The Bordetella pertussis virulence factor P.69 pertactin retains its immunological properties after overproduction in Escherichia coli.

Bordetella pertussis is re-emerging in several countries with a high vaccine uptake. Analysis of clinical isolates revealed antigenic divergence between vaccine strains and circulating strains with respect to P.69 pertactin. Polymorphisms in P.69 pertactin are mainly limited to regions comprised of amino acid repeats, designated region 1 and region 2. Region 1 flanks the RGD motif involved in adherence. Although antibodies against P.69 pertactin are implicated in protective immunity, little is known about the structure and location of its epitopes. Previously we described the localization of mainly linear epitopes of both human sera and mouse monoclonal antibodies (mAbs). To study the location of conformational epitopes and to investigate the effect of variation in P.69 pertactin on vaccine efficacy, we cloned, expressed, and purified 3 naturally occurring P.69 pertactin variants, 3 mutants in which the variable regions are missing, 3 N-terminal mutants and 1 C-terminal deletion mutant.

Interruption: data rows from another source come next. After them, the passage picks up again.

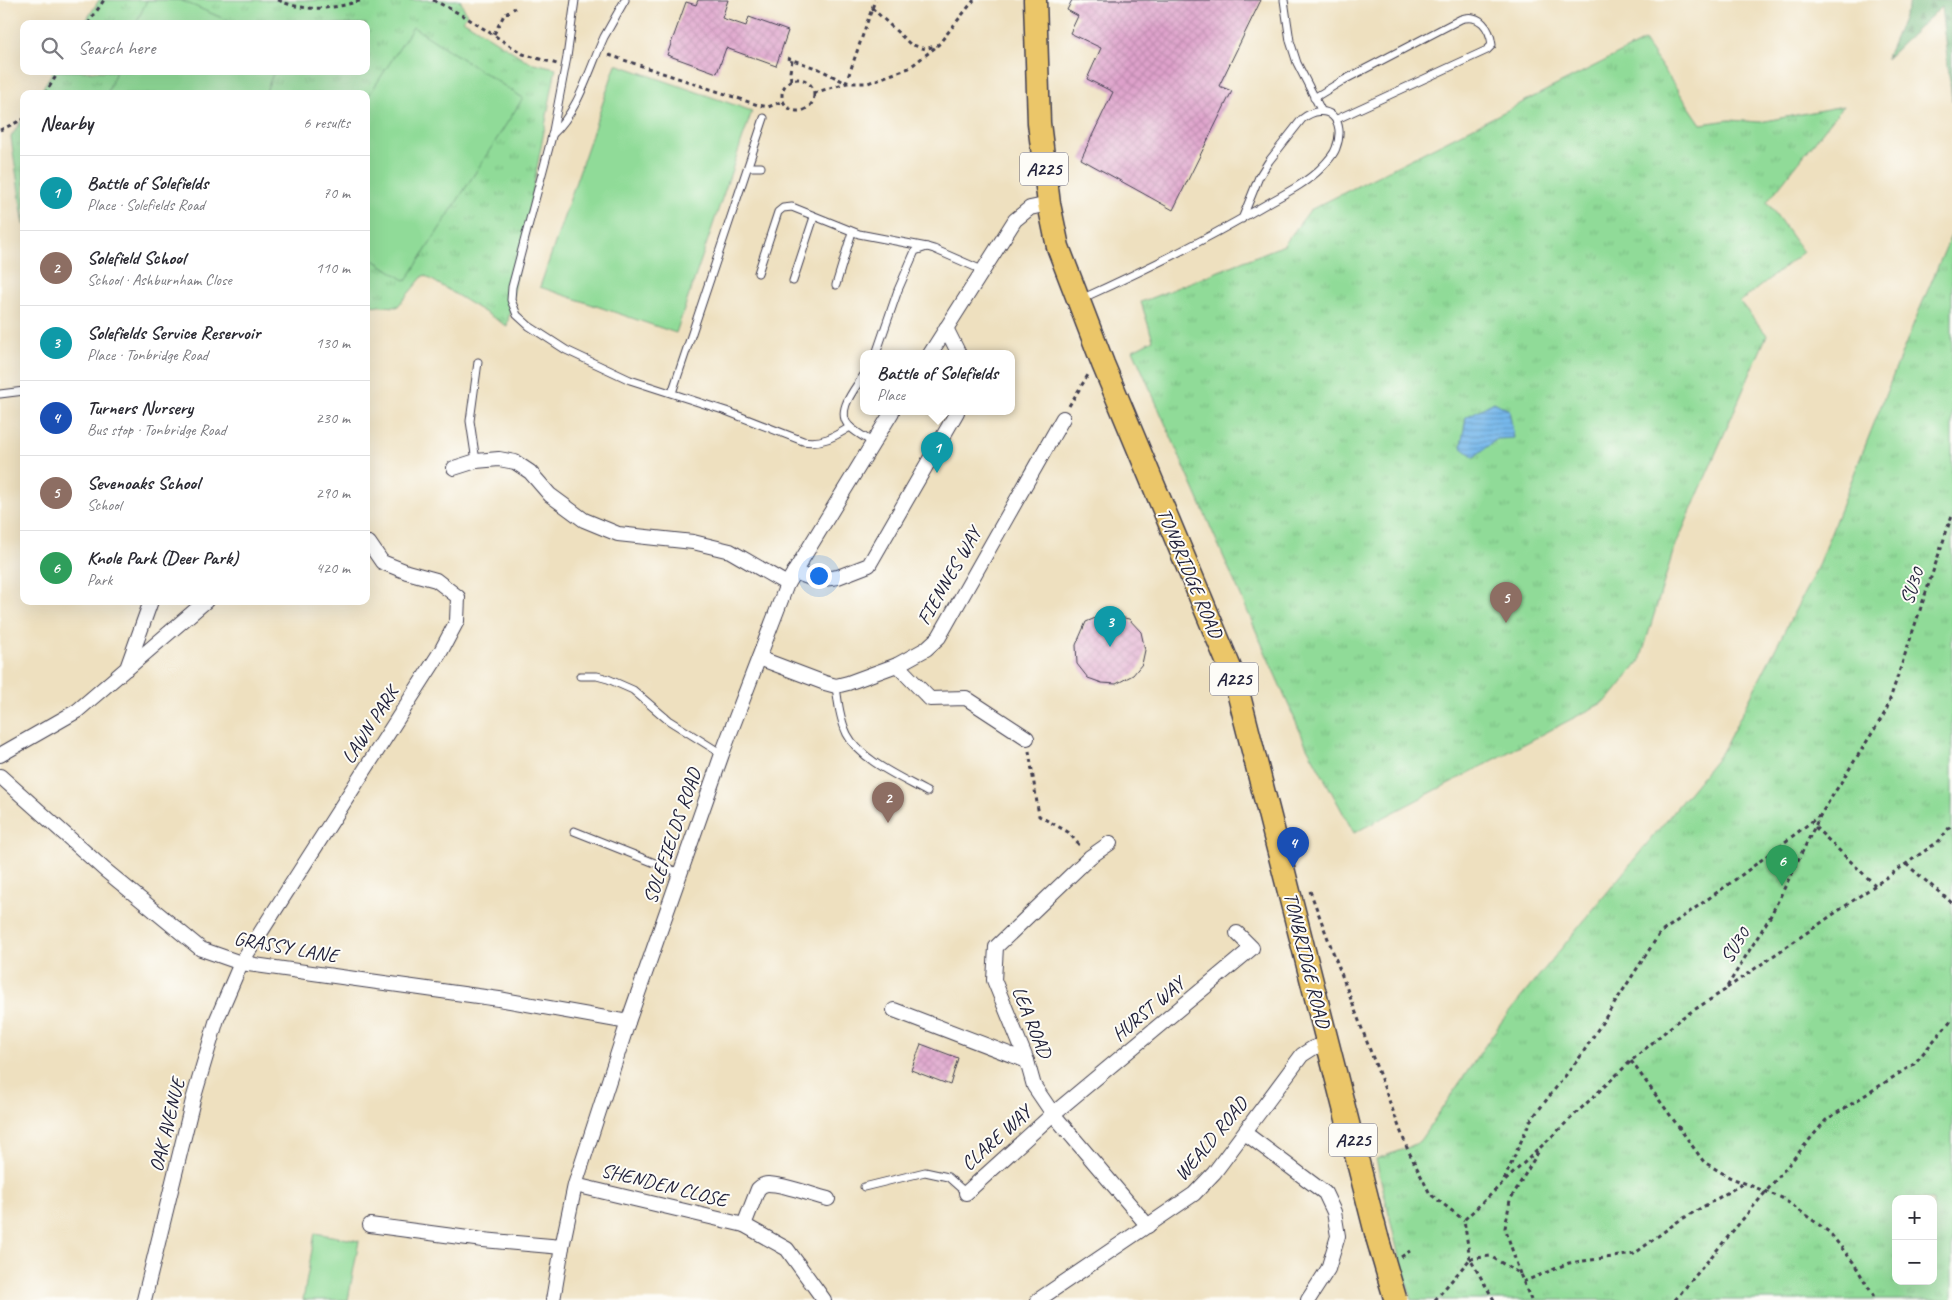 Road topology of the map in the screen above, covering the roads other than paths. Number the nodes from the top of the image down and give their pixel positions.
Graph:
1 (575, 0) edge
2 (625, 0) edge
3 (1035, 0) edge
4 (1284, 0) edge
5 (1314, 98) junction
6 (1322, 110) junction
7 (764, 118) dead end
8 (1337, 119) junction
9 (552, 136) junction
10 (761, 166) dead end
11 (749, 167) junction
12 (1048, 204) junction
13 (814, 217) junction
14 (1242, 219) junction
15 (852, 232) junction
16 (927, 248) junction
17 (982, 270) junction
18 (758, 273) dead end
19 (793, 281) dead end
20 (836, 285) dead end
21 (1078, 300) junction
22 (946, 328) junction
23 (877, 350) edge
24 (932, 350) edge
25 (957, 350) edge
26 (478, 362) dead end
27 (860, 381) edge
28 (20, 392) edge
29 (672, 393) junction
30 (0, 394) edge
31 (890, 415) edge
32 (955, 415) edge
33 (1063, 418) road end
34 (850, 427) junction
35 (872, 442) junction
36 (476, 461) junction
37 (454, 468) dead end
38 (370, 544) edge
39 (790, 578) junction
40 (150, 605) edge
41 (201, 605) edge
42 (758, 658) junction
43 (897, 665) junction
44 (127, 668) junction
45 (580, 676) dead end
46 (836, 686) junction
47 (1027, 738) road end
48 (722, 754) junction
49 (0, 755) edge
50 (0, 776) edge
51 (927, 792) dead end
52 (574, 831) dead end
53 (1110, 843) dead end
54 (680, 873) junction
55 (1237, 933) dead end
56 (241, 963) junction
57 (894, 1010) dead end
58 (628, 1022) junction
59 (1328, 1043) junction
60 (1028, 1061) junction
61 (1053, 1114) junction
62 (1245, 1133) junction
63 (576, 1185) junction
64 (864, 1186) dead end
65 (966, 1193) joint
66 (828, 1199) dead end
67 (370, 1225) dead end
68 (744, 1225) junction
69 (1148, 1226) junction
70 (562, 1247) junction
71 (1395, 1299) edge
72 (144, 1300) edge
73 (553, 1300) edge
74 (824, 1300) edge
75 (1038, 1300) edge
76 (1308, 1300) edge

1 - 9 lane
2 - 9 lane
3 - 12 main road, TONBRIDGE ROAD / A225
4 - 5 lane
5 - 6 lane
5 - 8 lane
6 - 8 lane
6 - 14 lane
7 - 11 lane
8 - 14 lane
9 - 29 lane
10 - 11 lane
11 - 29 lane
12 - 17 street
12 - 21 main road, TONBRIDGE ROAD / A225
13 - 15 lane
13 - 18 lane
13 - 19 lane
14 - 21 lane
15 - 16 lane
15 - 20 lane
16 - 17 lane
16 - 23 lane
17 - 22 street
21 - 59 main road, TONBRIDGE ROAD / A225
22 - 24 street
22 - 25 street
26 - 36 lane
27 - 34 lane
28 - 30 lane
29 - 34 lane
31 - 35 street, SOLEFIELDS ROAD
32 - 39 street
33 - 43 street, FIENNES WAY
34 - 35 lane
35 - 39 street, SOLEFIELDS ROAD
36 - 37 street
36 - 39 street
38 - 56 street, LAWN PARK
39 - 42 street, SOLEFIELDS ROAD
40 - 44 street
41 - 44 street
42 - 46 street
42 - 48 street, SOLEFIELDS ROAD
43 - 46 street, FIENNES WAY
43 - 47 street
44 - 49 street
45 - 48 lane
46 - 51 lane
48 - 54 street, SOLEFIELDS ROAD
50 - 56 street, GRASSY LANE
52 - 54 lane
53 - 60 street, LEA ROAD
54 - 58 street, SOLEFIELDS ROAD
55 - 61 street, HURST WAY
56 - 58 street, GRASSY LANE
56 - 72 street, OAK AVENUE
57 - 60 street
58 - 63 street, SOLEFIELDS ROAD
59 - 62 street, WEALD ROAD
59 - 71 main road, TONBRIDGE ROAD / A225, bridge
60 - 61 street, LEA ROAD
61 - 65 street, CLARE WAY
61 - 69 street, LEA ROAD
62 - 69 street, WEALD ROAD
62 - 76 street
63 - 68 street, SHENDEN CLOSE
63 - 70 street, SOLEFIELDS ROAD
64 - 65 lane
66 - 68 street, SHENDEN CLOSE
67 - 70 street
68 - 74 street, SHENDEN CLOSE
69 - 75 street, WEALD ROAD
70 - 73 street, SOLEFIELDS ROAD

Here, we describe the procedure to clone, express, and purify up to 0.1mg P.69 pertactin and its derivatives per 1 ml Escherichia coli culture.

Epitope structure of the Bordetella pertussis protein P.69 pertactin, a major vaccine component and protective antigen.

Bordetella pertussis is reemerging in several countries with a traditionally high vaccine uptake. An analysis of clinical isolates revealed antigenic divergence between vaccine strains and circulating strains with respect to P.69 pertactin. Polymorphisms in P.69 pertactin are mainly limited to regions comprised of amino acid repeats, designated region 1 and region 2. Region 1 flanks the RGD motif, which is involved in adherence. Although antibodies against P.69 pertactin are implicated in protective immunity, little is known about the structure and location of its epitopes. Here we describe the identification by pepscan analysis of the locations of mainly linear epitopes recognized by human sera and mouse monoclonal antibodies (MAbs). A total of 24 epitopes were identified, and of these only 2 were recognized by both MAbs and human antibodies in serum. A number of immunodominant epitopes were identified which were recognized by 78 to 93% of the human sera tested. Blocking experiments indicated the presence of high-avidity human antibodies against conformational epitopes. Human antibodies against linear epitopes had much lower avidities, as they were unable to block MAbs. Pepscan analyses revealed several MAbs which bound to both region 1 and region 2. The two regions are separated by 289 amino acids in the primary structure, and we discuss the possibility that they form a single conformational epitope. Thus, both repeat regions may serve to deflect the immune response targeted to the functional domain of P.69 pertactin. This may explain why the variation in P.69 pertactin is so effective, despite the fact that it is limited to only two small segments of the molecule.